Pemilu Usai, Muncul Polemik Hitung Cepat

Sumber: Istimewa

SKETSA – Pemilihan umum (Pemilu) dan quick count merupakan dua hal yang tidak dapat dipisahkan. Baru-baru ini Indonesia telah menggelar Pemilu presiden bersama dengan Pemilu legislatif. Berbagai kejadian tidak terduga mewarnai pesta demokrasi Indonesia kali ini. Salah satunya adalah hasil quick count atau perhitungan cepat yang mulai bertebaran selang beberapa saat setelah Pemilu. Ada pihak yang mengatakan hasil dari quick count  tersebut valid dan ada yang tidak. Menurut Memi Nor Hayati, salah satu dosen statistik Unmul, hasil dari quick count tidak dapat dikatakan valid 100 persen.

“Tidak 100 persen, karena semua lembaga survei punya margin eror. Jadi, hasil (quick count) yang sekarang ini hanya prediksi. Lembaga survei mempunyai tingkat kepercayaan sebesar 95 persen. Artinya, ada peluang kesalahan lima persen,” ujarnya saat ditemui Sketsa Kamis (25/4) lalu. 

Menurut Iman Surya, salah satu dosen politik Unmul, ia beranggapan bahwa hasil dari quick count tersebut dapat dipercaya. “Quick count dari lembaga survei tersebut sudah reliable (dapat diandalkan). Ada 40 lembaga survei yang sudah terverifikasi oleh Komisi Pemilihan Umum (KPU) dan dinyatakan mampu untuk ikut memantau jalannya Pemilu," tuturnya. 

Dilansir dari tirto.id, quick count sendiri pertama kali digunakan di Indonesia pada Pemilu 2004. Menilai akurat hasil-hasil Pemilu yang dikeluarkan lembaga survei, KPU pun turut tangan untuk membuat aturan mengenai lembaga survei yang dapat turut serta dalam perhitungan hasil Pemilu. Aturan tersebut tercantum dalam Peraturan KPU No. 23 Tahun 2013 yang mengatur pelaksanaan survei dan penghitungan cepat hasil pemilihan umum. Tujuannya agar lembaga survei dapat bekerja dibawah pengawasan KPU secara tidak langsung. 

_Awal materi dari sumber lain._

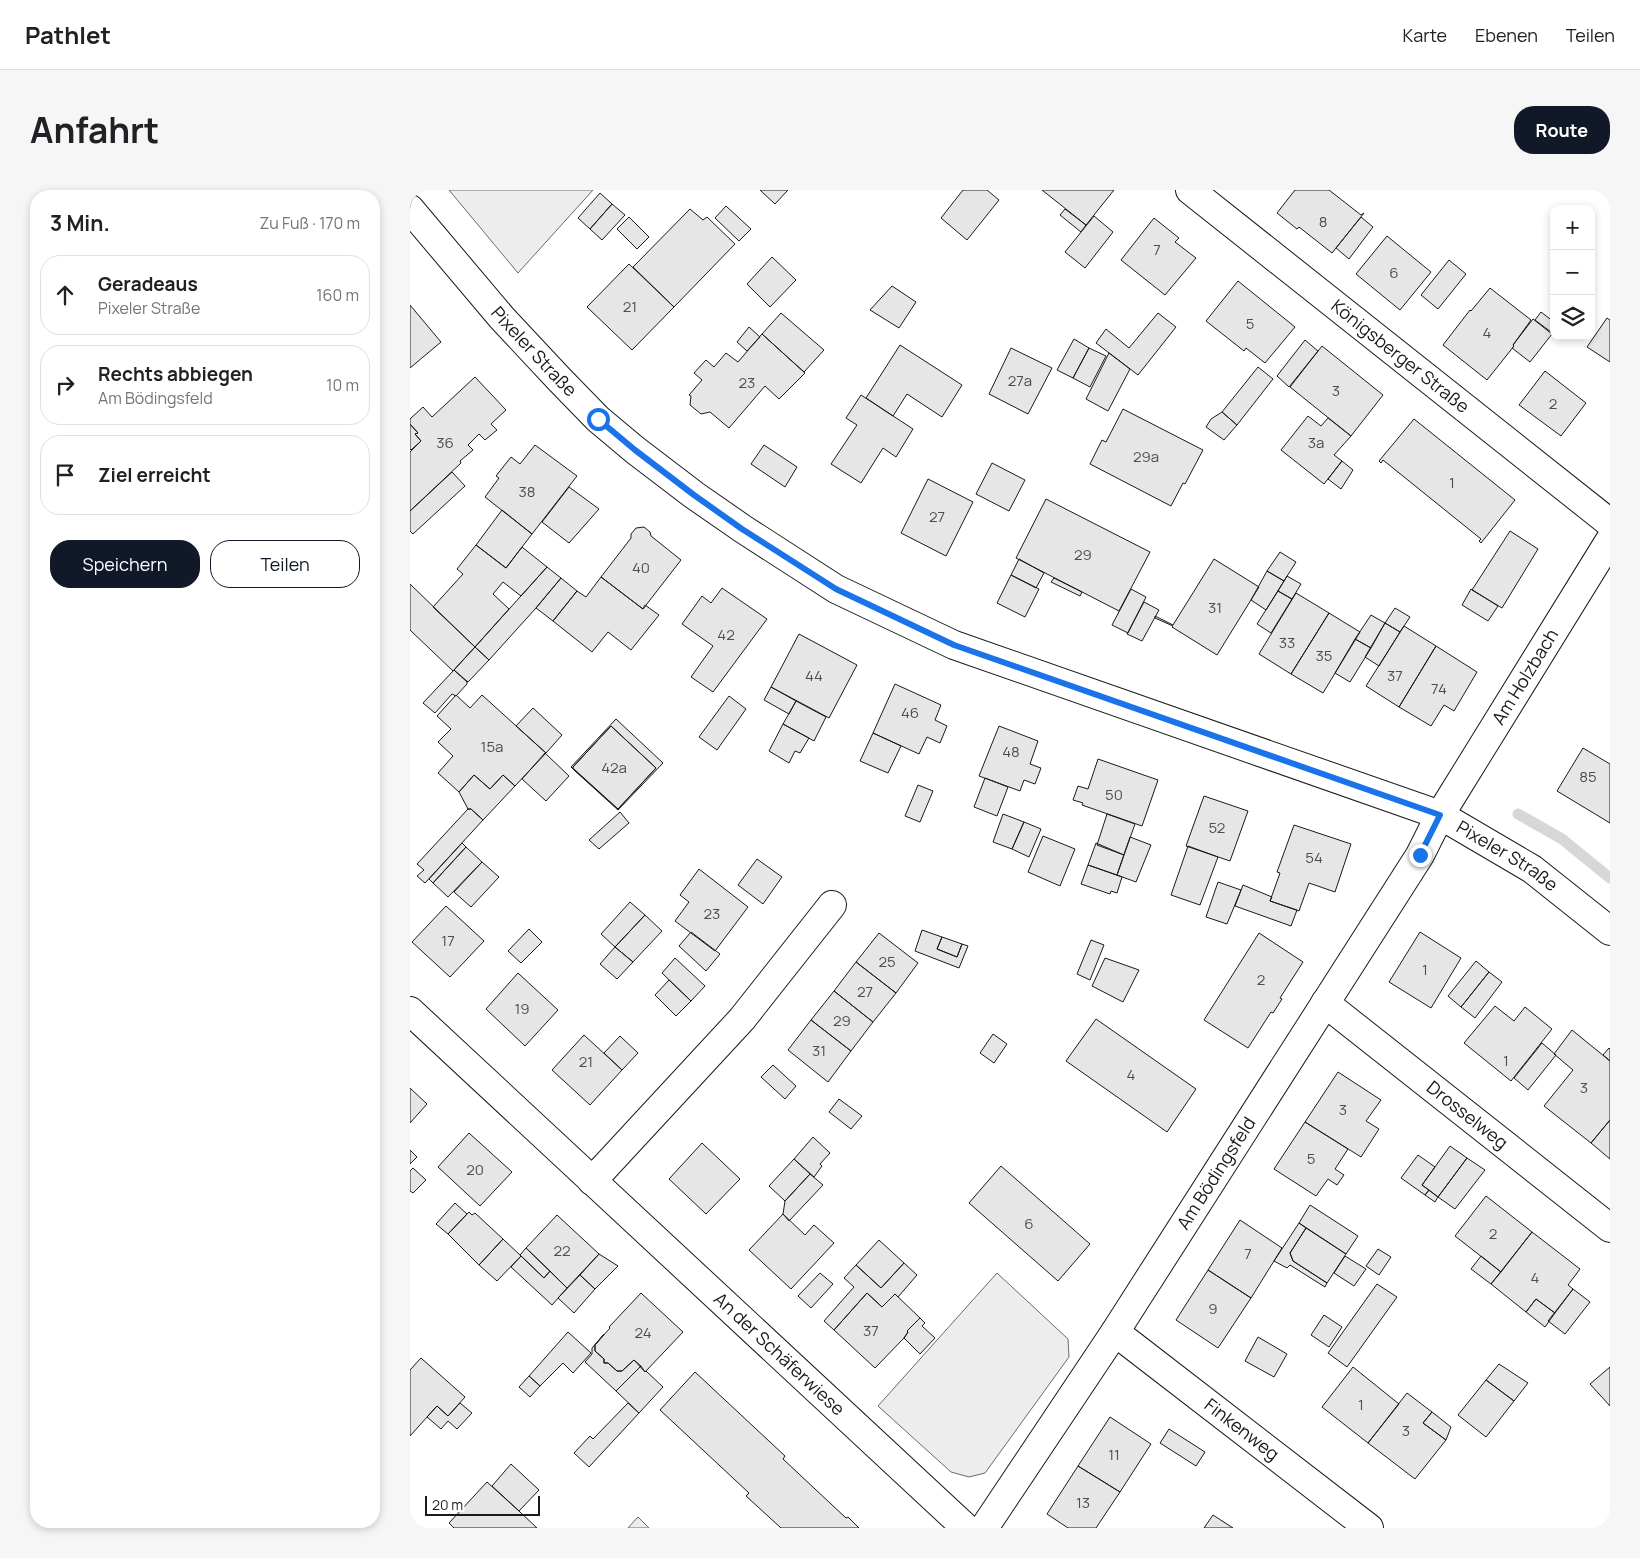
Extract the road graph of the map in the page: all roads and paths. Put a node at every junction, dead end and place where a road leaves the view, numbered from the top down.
1 (1190, 190) edge
2 (410, 209) edge
3 (1610, 523) edge
4 (1610, 540) edge
5 (1440, 815) junction
6 (832, 905) dead end
7 (1610, 931) edge
8 (1325, 1003) junction
9 (410, 1011) edge
10 (592, 1181) junction
11 (1610, 1228) edge
12 (1115, 1332) junction
13 (966, 1528) edge
14 (984, 1528) edge
15 (1369, 1528) edge

1 - 3 street, Königsberger Straße
2 - 5 street, Pixeler Straße
4 - 5 street, Am Holzbach
5 - 7 street, Pixeler Straße
5 - 8 street, Am Bödingsfeld
6 - 10 street
8 - 11 street, Drosselweg
8 - 12 street, Am Bödingsfeld
9 - 10 street, An der Schäferwiese
10 - 13 street, An der Schäferwiese
12 - 14 street, Am Bödingsfeld
12 - 15 street, Finkenweg

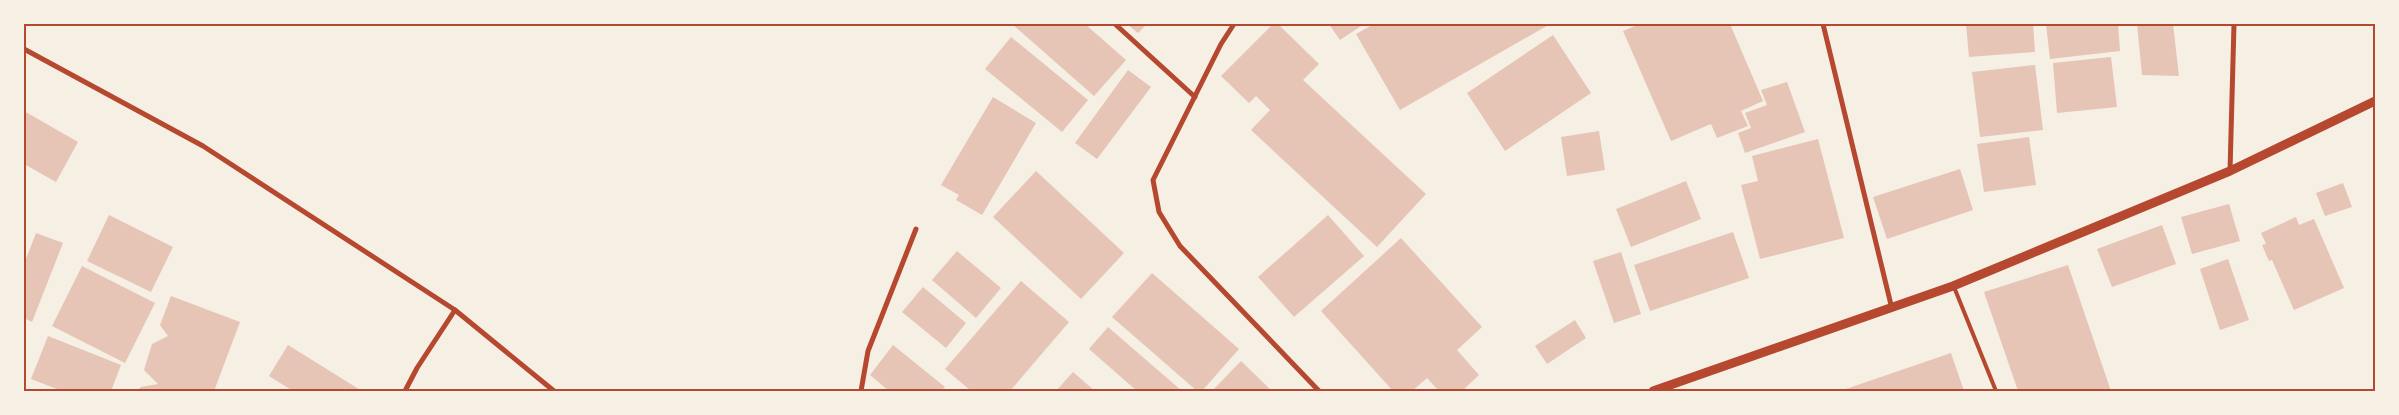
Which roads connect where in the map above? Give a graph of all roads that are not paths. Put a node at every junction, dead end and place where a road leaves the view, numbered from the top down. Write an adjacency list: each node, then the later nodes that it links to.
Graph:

Menurut Memi, sistematika dari quick count sendiri menggunakan Stratified Random Sampling, dengan 3000 sampel TPS  dari 813.350 TPS diseluruh Indonesia. Penggunan metode ini dinilai paling tepat karena mampu mewakili setiap provinsi di seluruh Indonesia dengan jumlah terwakili yang proporsional. 

"Lembaga survei yang boleh mempublikasi hasil quick count Pemilu adalah lembaga survei yang termasuk ke dalam Perhimpunan Survei Opini Publik Indonesia (Persepi) dan sudah terverifikasi oleh pemilu," tutur Memi. Lembaga survei yang tidak terverifikasi oleh Pemilu tidak boleh mempublikasi atau mengikuti pelaksanaan hitung cepat. 

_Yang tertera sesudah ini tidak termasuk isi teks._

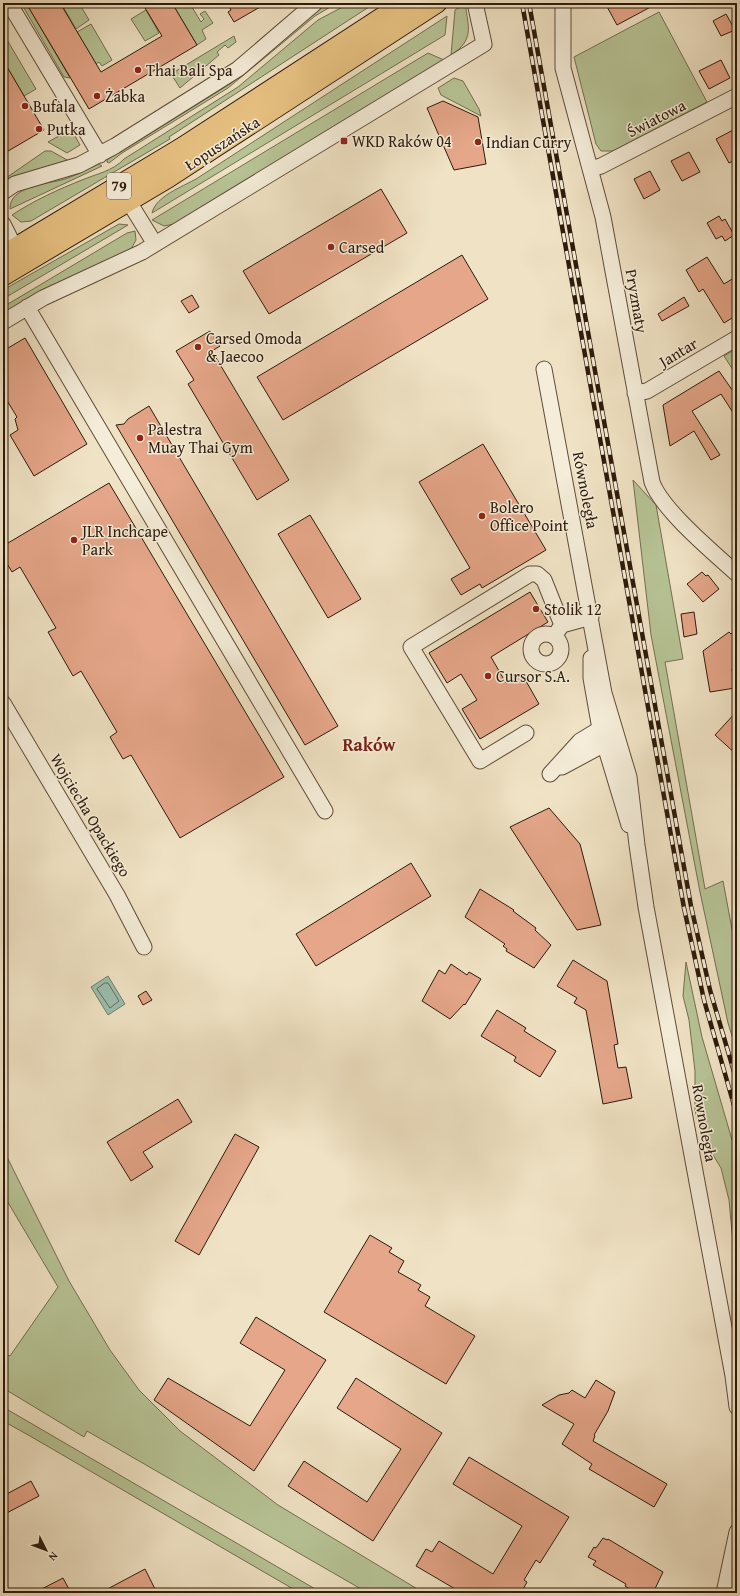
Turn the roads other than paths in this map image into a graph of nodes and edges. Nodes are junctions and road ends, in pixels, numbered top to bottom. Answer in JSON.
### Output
{"nodes":[{"id":1,"x":9,"y":3,"type":"edge"},
{"id":2,"x":315,"y":3,"type":"edge"},
{"id":3,"x":404,"y":3,"type":"edge"},
{"id":4,"x":437,"y":3,"type":"edge"},
{"id":5,"x":475,"y":3,"type":"edge"},
{"id":6,"x":562,"y":3,"type":"edge"},
{"id":7,"x":295,"y":85,"type":"junction"},
{"id":8,"x":737,"y":96,"type":"edge"},
{"id":9,"x":100,"y":155,"type":"junction"},
{"id":10,"x":591,"y":169,"type":"junction"},
{"id":11,"x":3,"y":192,"type":"edge"},
{"id":12,"x":129,"y":202,"type":"junction"},
{"id":13,"x":3,"y":224,"type":"edge"},
{"id":14,"x":155,"y":244,"type":"junction"},
{"id":15,"x":9,"y":251,"type":"edge"},
{"id":16,"x":3,"y":276,"type":"edge"},
{"id":17,"x":27,"y":307,"type":"junction"},
{"id":18,"x":3,"y":322,"type":"edge"},
{"id":19,"x":737,"y":338,"type":"edge"},
{"id":20,"x":544,"y":369,"type":"dead end"},
{"id":21,"x":635,"y":393,"type":"junction"},
{"id":22,"x":737,"y":574,"type":"edge"},
{"id":23,"x":591,"y":617,"type":"junction"},
{"id":24,"x":3,"y":703,"type":"edge"},
{"id":25,"x":606,"y":725,"type":"junction"},
{"id":26,"x":526,"y":733,"type":"dead end"},
{"id":27,"x":611,"y":741,"type":"junction"},
{"id":28,"x":325,"y":811,"type":"dead end"},
{"id":29,"x":144,"y":948,"type":"dead end"},
{"id":30,"x":737,"y":1407,"type":"edge"},
{"id":31,"x":737,"y":1532,"type":"edge"},
{"id":32,"x":724,"y":1593,"type":"edge"}],
"edges":[{"from":1,"to":9,"type":"street"},
{"from":2,"to":9,"type":"street"},
{"from":3,"to":7,"type":"main road","name":"Łopuszańska","number":"79"},
{"from":4,"to":7,"type":"main road","name":"Łopuszańska","number":"79"},
{"from":5,"to":14,"type":"street"},
{"from":6,"to":10,"type":"street","name":"Pryzmaty"},
{"from":7,"to":12,"type":"main road","name":"Łopuszańska","number":"79"},
{"from":7,"to":15,"type":"main road","name":"Łopuszańska","number":"79"},
{"from":8,"to":10,"type":"street","name":"Światowa"},
{"from":9,"to":11,"type":"street"},
{"from":10,"to":21,"type":"street","name":"Pryzmaty"},
{"from":12,"to":14,"type":"street"},
{"from":12,"to":16,"type":"main road","name":"Łopuszańska","number":"79"},
{"from":13,"to":15,"type":"street"},
{"from":14,"to":17,"type":"street"},
{"from":17,"to":18,"type":"street"},
{"from":17,"to":28,"type":"street"},
{"from":19,"to":21,"type":"street","name":"Jantar"},
{"from":20,"to":23,"type":"street","name":"Równoległa"},
{"from":21,"to":22,"type":"street","name":"Pryzmaty"},
{"from":23,"to":25,"type":"street","name":"Równoległa"},
{"from":23,"to":26,"type":"street"},
{"from":24,"to":29,"type":"street","name":"Wojciecha Opackiego"},
{"from":25,"to":27,"type":"street","name":"Równoległa"},
{"from":25,"to":27,"type":"street"},
{"from":27,"to":30,"type":"street","name":"Równoległa"},
{"from":31,"to":32,"type":"street"}]}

Dikatakan oleh Iman, selain lembaga survei yang terverifikasi KPU, adapula lembaga survei internal yang dimiliki para pasangan calon (paslon). 

"Parameter yang dimiliki oleh masing-masing paslon merupakan sesuatu yang sah, setiap paslon tentunya memiliki lembaga survei. Lembaga survei yang dimiliki oleh masing-masing pihak membantu keberlangsungan Pemilu 2019," jelasnya

Menanggapi adanya polemik hasil quick count yang salah dan dicurangi, menurut Memi memang bisa dilakukan dengan mengambil sampel dari provinsi-provinsi yang lebih mendukung salah satu paslon. Namun, ia menambahkan jika ada lembaga survei yang sudah terverifikasi melakukan kecurangan semacam ini dapat dipastikan lembaga survei tersebut sudah tidak kredibel dan tidak diperbolehkan lagi mengikuti pelaksanaan quick count

"(Contohnya) Seperti dua lembaga survei pada Pemilu 2014 yang mengumumkan hasil yang berbeda dari lembaga survei lainnya dan ternyata hasilnya tidak sama dengan real count (perhitungan nyata) pemilu. Sekarang sudah tidak tahu dimana rimbanya," paparnya. 

Memi menyarankan kepada para paslon agar tidak terburu-buru untuk mengumumkan kemenangan mereka.

"Bijaknya, para paslon yang dinyatakan menang berdasarkan quick count atau lembaga survei internal tidak mengklaim kemenangan dahulu. Masih ada kemungkinan lima persen salah. Takutnya nanti masyarakat akan bingung. Imbasnya, tidak percaya dengan Pemilu," tutup Memi. (mer/sii/anm/vny/fqh)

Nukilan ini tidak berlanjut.